## DATA SHOWN:
= = =
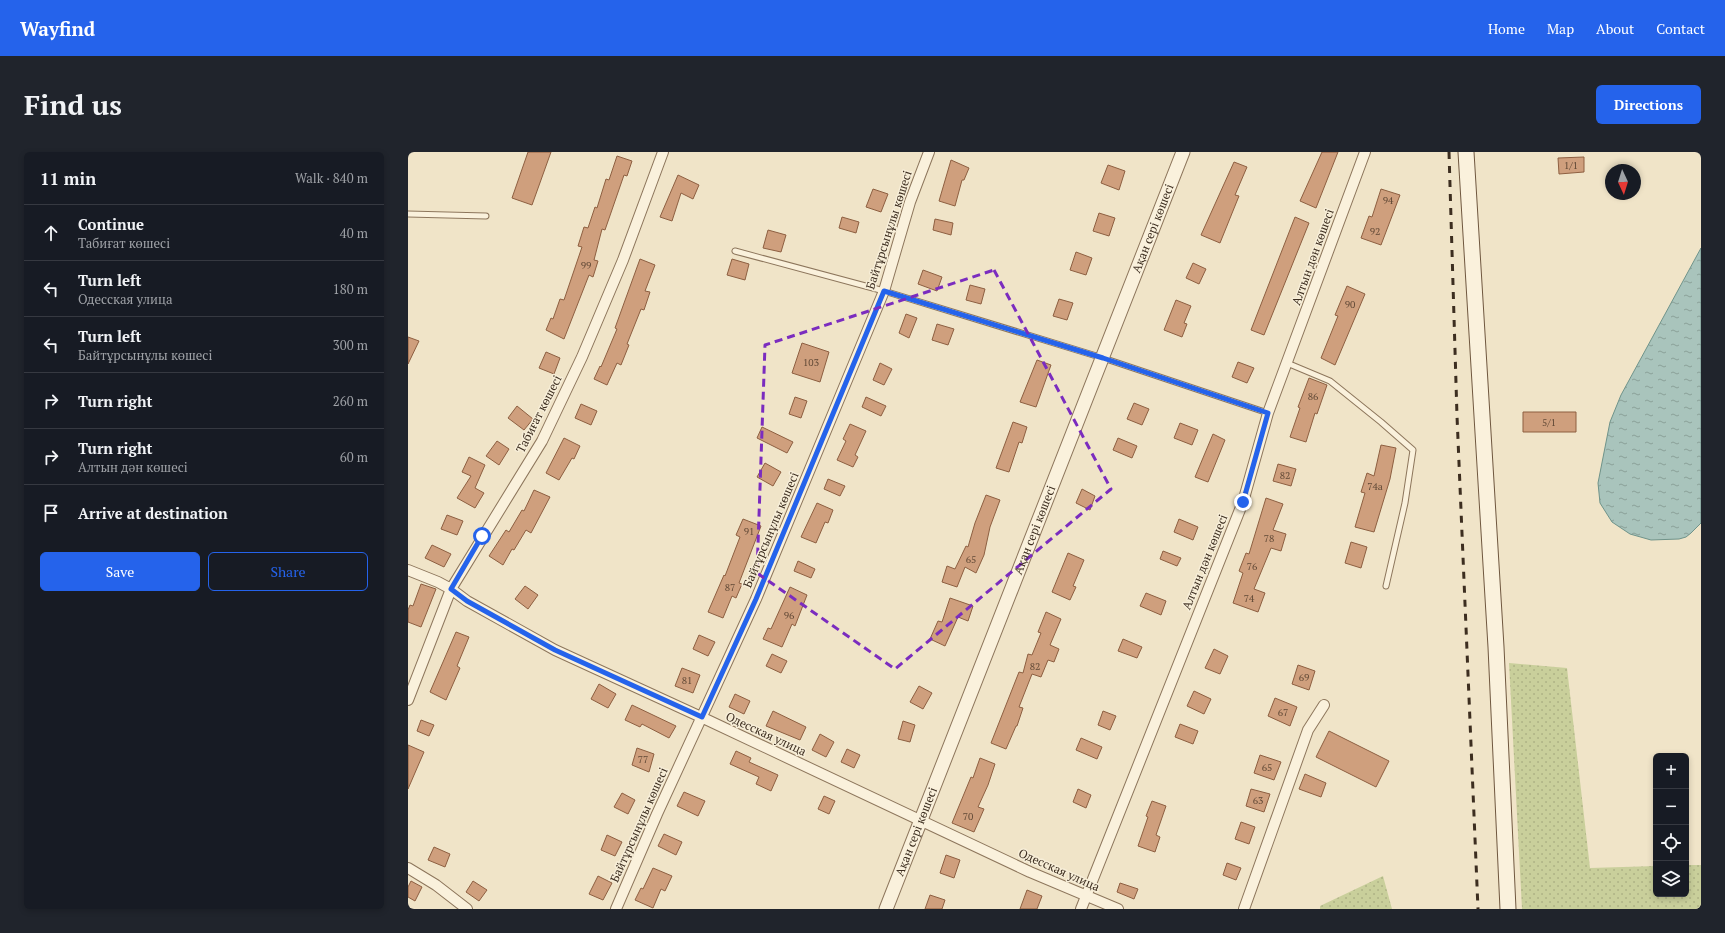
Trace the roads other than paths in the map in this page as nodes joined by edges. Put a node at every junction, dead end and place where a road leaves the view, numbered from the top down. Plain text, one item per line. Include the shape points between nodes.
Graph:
1 (663, 152) edge
2 (929, 152) edge
3 (1183, 152) edge
4 (1365, 152) edge
5 (1466, 152) edge
6 (408, 214) edge
7 (486, 216) dead end
8 (735, 251) dead end
9 (884, 291) junction
10 (1103, 358) junction
11 (1287, 363) junction
12 (1268, 413) junction
13 (408, 570) edge
14 (1386, 586) dead end
15 (451, 589) junction
16 (408, 700) edge
17 (1324, 705) dead end
18 (702, 717) junction
19 (921, 822) junction
20 (408, 868) edge
21 (1086, 896) junction
22 (467, 909) edge
23 (616, 909) edge
24 (886, 909) edge
25 (1081, 909) edge
26 (1118, 909) edge
27 (1244, 909) edge
28 (1508, 909) edge

1 - 15 street, Табиғат көшесі via 582,357 542,441
2 - 9 street, Байтұрсынұлы көшесі via 910,202
3 - 10 street, Ақан сері көшесі
4 - 11 street, Алтын дән көшесі
5 - 28 main road via 1496,647
6 - 7 lane
8 - 9 lane
9 - 10 lane
9 - 18 street, Байтұрсынұлы көшесі via 756,599
10 - 12 lane
10 - 19 street, Ақан сері көшесі
11 - 12 street, Алтын дән көшесі
11 - 14 lane via 1330,381 1413,450 1405,503
12 - 21 street, Алтын дән көшесі via 1243,502
13 - 15 street, Одесская улица
15 - 16 street, Табиғат көшесі
15 - 18 street, Одесская улица via 467,601 555,650
17 - 27 street via 1308,730
18 - 19 street, Одесская улица
18 - 23 street, Байтұрсынұлы көшесі
19 - 21 street, Одесская улица
19 - 24 street, Ақан сері көшесі
20 - 22 street via 436,885
21 - 25 street, Алтын дән көшесі
21 - 26 street, Одесская улица

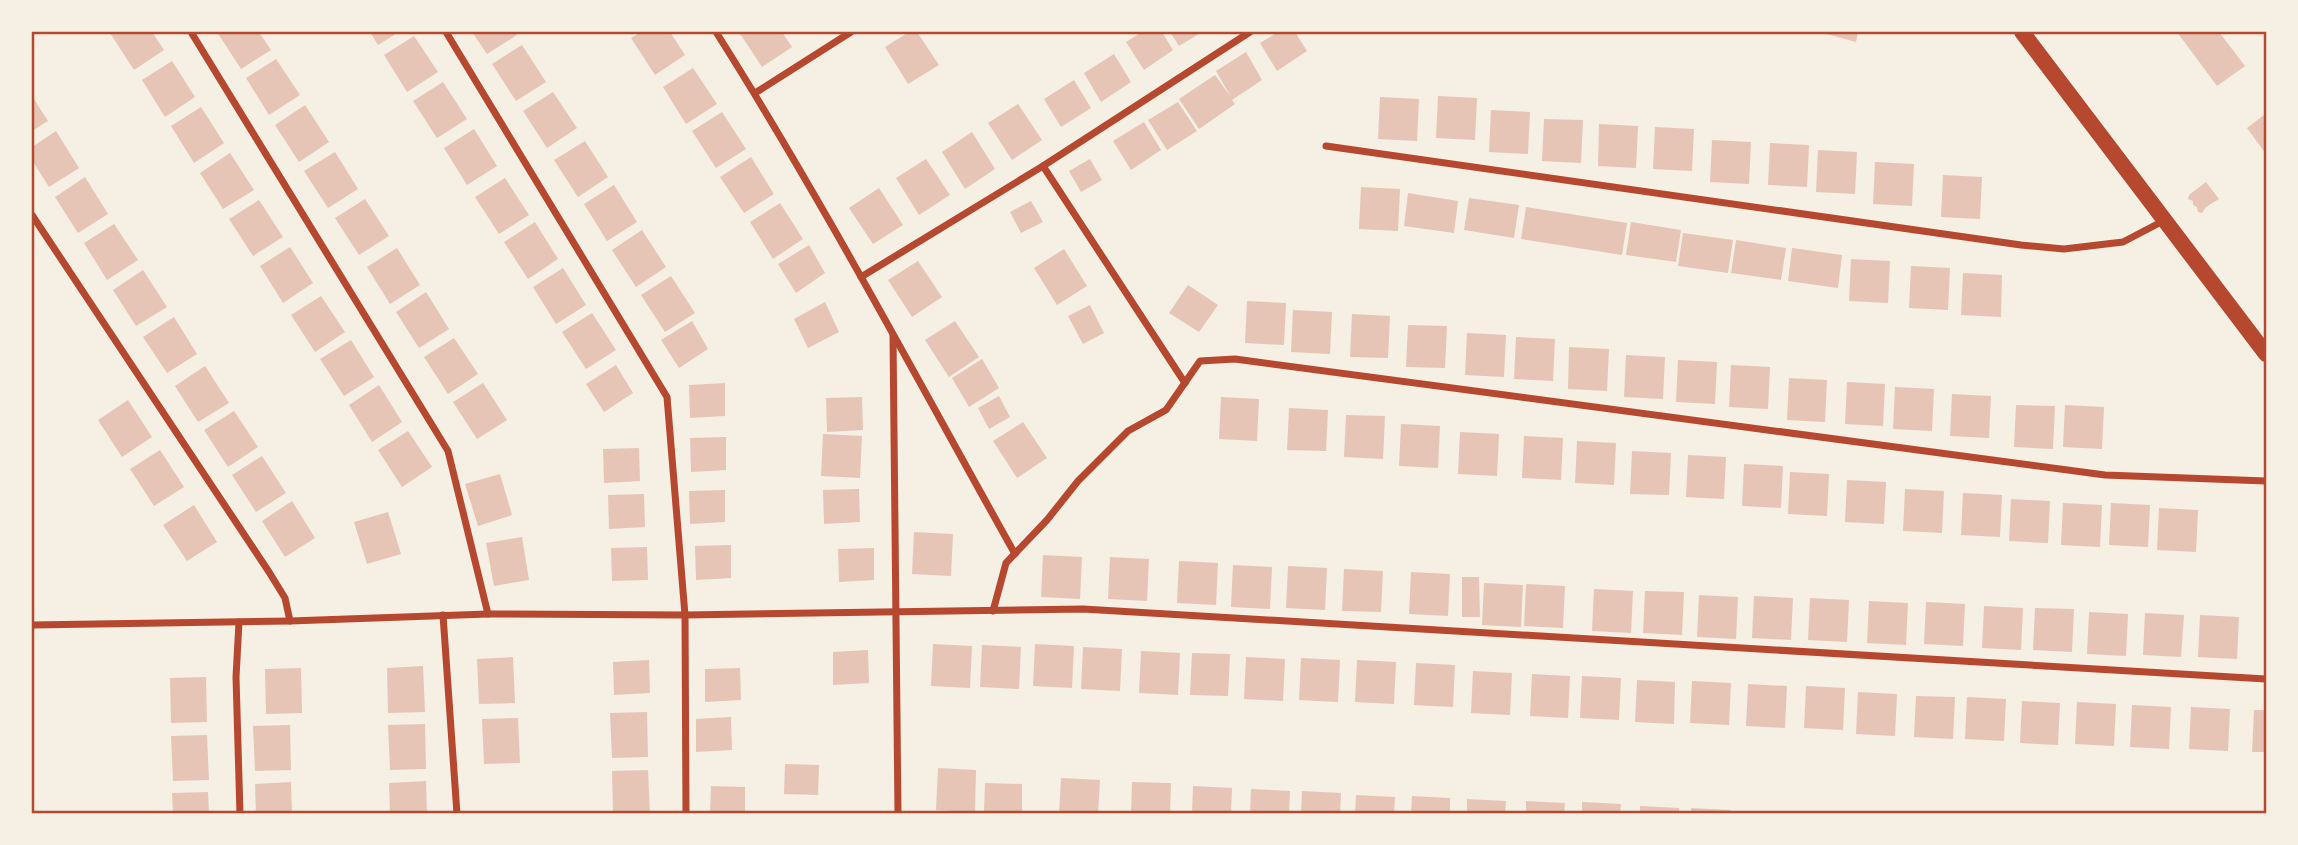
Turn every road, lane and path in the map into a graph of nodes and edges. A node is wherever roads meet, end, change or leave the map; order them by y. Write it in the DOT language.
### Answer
= = =
What belongs in the answer is each line of the data that has the word "roads".

Trace the roads other than paths in the map in this page as nodes joined by edges. Put a node at every junction, dead end and place where a road leaves the view, numbered from the top down. Plain text, one item per line. Include the shape points between nodes.
Turn every road, lane and path in the map into a graph of nodes and edges. A node is wherever roads meet, end, change or leave the map; order them by y. Write it in the DOT language.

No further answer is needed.